Stored data entries
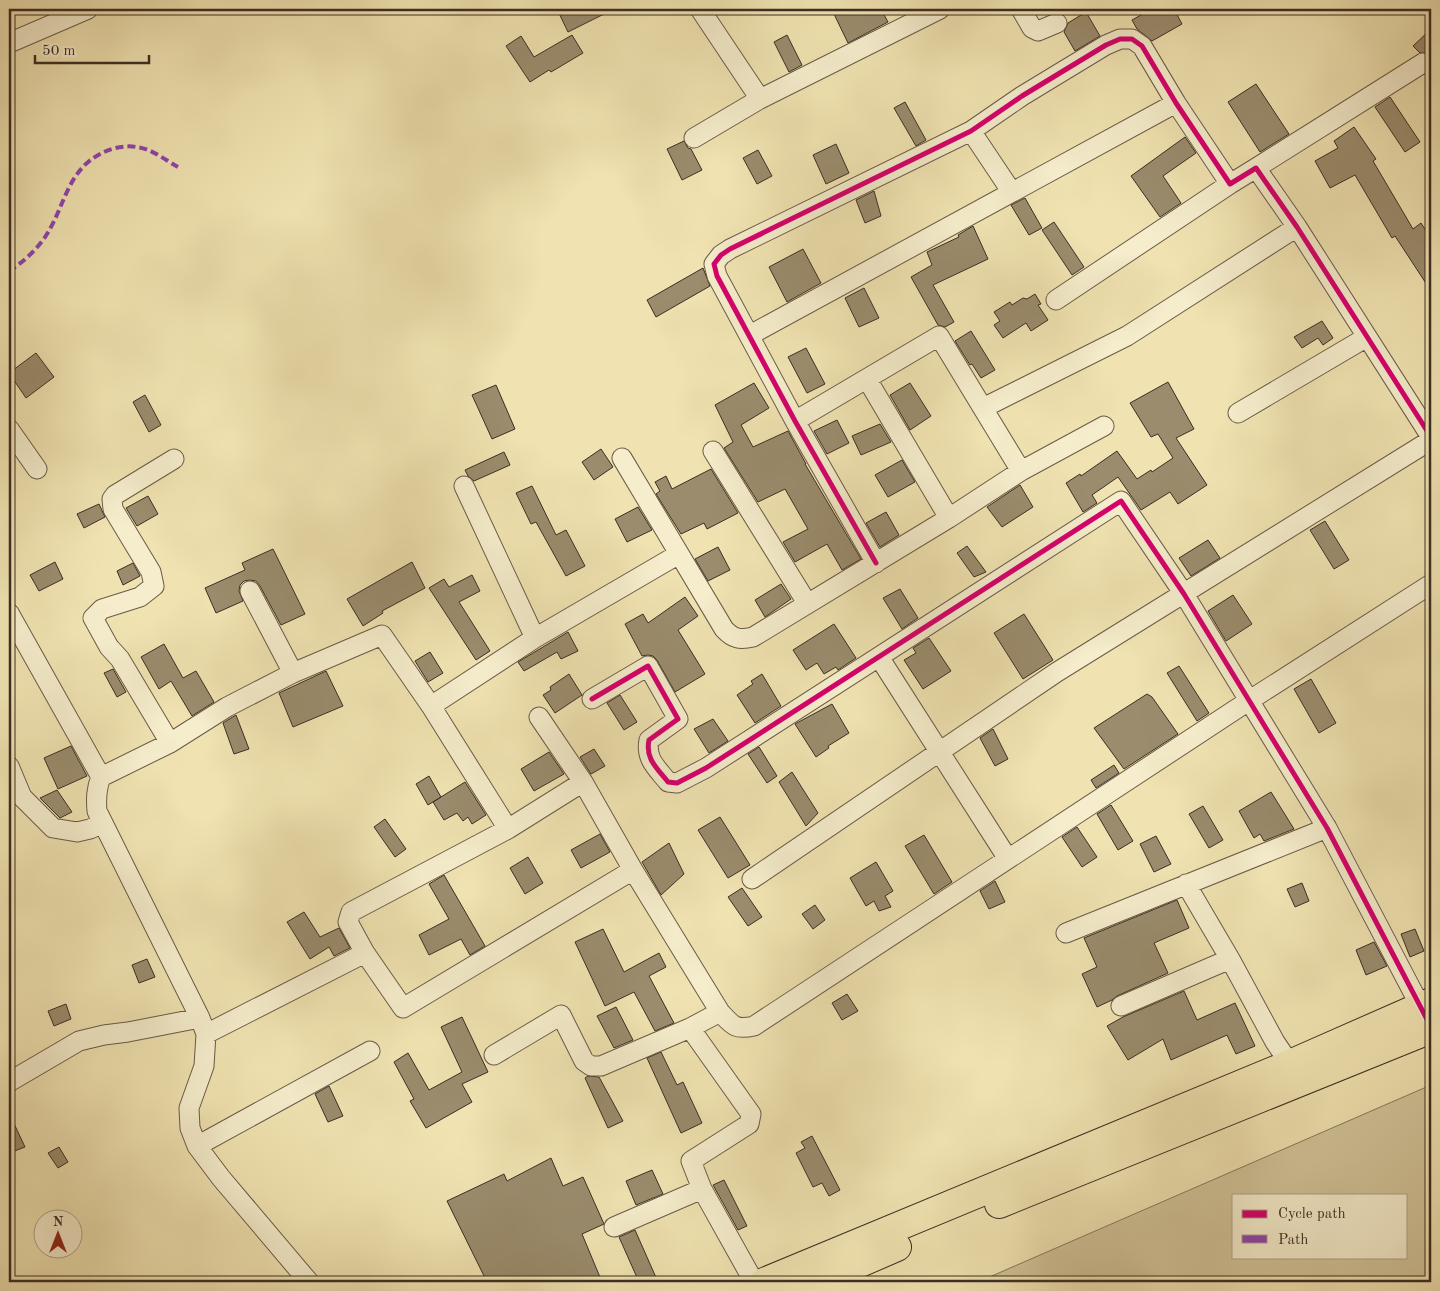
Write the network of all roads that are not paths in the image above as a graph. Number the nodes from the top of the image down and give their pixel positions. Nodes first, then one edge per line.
1 (88, 9) edge
2 (700, 9) edge
3 (940, 9) edge
4 (1021, 9) edge
5 (1057, 23) dead end
6 (9, 43) edge
7 (1423, 63) dead end
8 (760, 99) junction
9 (1176, 103) junction
10 (971, 131) junction
11 (694, 138) dead end
12 (1256, 168) junction
13 (1230, 184) junction
14 (1011, 192) junction
15 (1296, 227) junction
16 (1056, 300) dead end
17 (750, 336) junction
18 (1367, 337) junction
19 (867, 379) junction
20 (983, 408) junction
21 (1238, 413) dead end
22 (795, 421) junction
23 (1104, 426) dead end
24 (9, 429) edge
25 (1431, 438) edge
26 (714, 451) dead end
27 (622, 458) dead end
28 (174, 459) dead end
29 (37, 469) dead end
30 (1021, 471) junction
31 (464, 486) dead end
32 (949, 518) junction
33 (679, 554) junction
34 (876, 563) junction
35 (1431, 584) edge
36 (250, 592) dead end
37 (1184, 594) junction
38 (807, 603) junction
39 (11, 624) edge
40 (535, 638) junction
41 (879, 657) junction
42 (293, 673) junction
43 (592, 699) dead end
44 (1250, 700) junction
45 (431, 706) junction
46 (540, 717) dead end
47 (170, 742) junction
48 (939, 752) junction
49 (9, 766) edge
50 (101, 777) junction
51 (583, 782) junction
52 (15, 801) edge
53 (103, 823) junction
54 (1327, 828) junction
55 (508, 829) junction
56 (1008, 859) junction
57 (633, 870) junction
58 (752, 880) dead end
59 (1186, 884) junction
60 (1066, 933) dead end
61 (365, 953) junction
62 (1230, 959) junction
63 (1121, 1006) dead end
64 (720, 1012) junction
65 (1429, 1016) edge
66 (203, 1026) junction
67 (690, 1028) junction
68 (370, 1051) dead end
69 (494, 1055) dead end
70 (1290, 1064) junction
71 (9, 1082) edge
72 (197, 1146) junction
73 (702, 1189) junction
74 (614, 1227) dead end
75 (309, 1282) edge
76 (754, 1282) edge
77 (764, 1282) edge
78 (816, 1282) edge

1 - 6 street
2 - 8 street
3 - 8 street
4 - 5 street
7 - 12 street
8 - 11 street
9 - 10 street
9 - 13 street
9 - 14 street
10 - 14 street
10 - 17 street
12 - 13 street
12 - 15 street
13 - 16 street
14 - 17 street
15 - 18 street
15 - 20 street
17 - 22 street
18 - 21 street
18 - 25 street
19 - 20 street
19 - 22 street
19 - 32 street
20 - 30 street
22 - 34 street
23 - 30 street
24 - 29 street
25 - 37 street
26 - 38 street
27 - 33 street
28 - 47 street
30 - 32 street
31 - 40 street
32 - 34 street
33 - 38 street
33 - 40 street
34 - 38 street
35 - 44 street
36 - 42 street
37 - 41 street
37 - 44 street
37 - 48 street
39 - 50 street
40 - 45 street
41 - 43 street
41 - 48 street
42 - 45 street
42 - 47 street
44 - 54 street
44 - 56 street
45 - 55 street
46 - 51 street
47 - 50 street
48 - 56 street
48 - 58 street
49 - 52 street
50 - 53 street
51 - 55 street
51 - 57 street
52 - 53 street
53 - 66 street
54 - 59 street
54 - 65 street
55 - 61 street
56 - 64 street
57 - 61 street
57 - 64 street
59 - 60 street
59 - 62 street
61 - 66 street
62 - 63 street
62 - 70 street
64 - 67 street
65 - 70 highway
65 - 78 highway
66 - 71 street
66 - 72 street
67 - 69 street
67 - 73 street
68 - 72 street
70 - 77 highway
72 - 75 street
73 - 74 street
73 - 76 street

## Task instructions
Go through the data above and copy each line in which "highway" appears.

## Response to the task
65 - 70 highway
65 - 78 highway
70 - 77 highway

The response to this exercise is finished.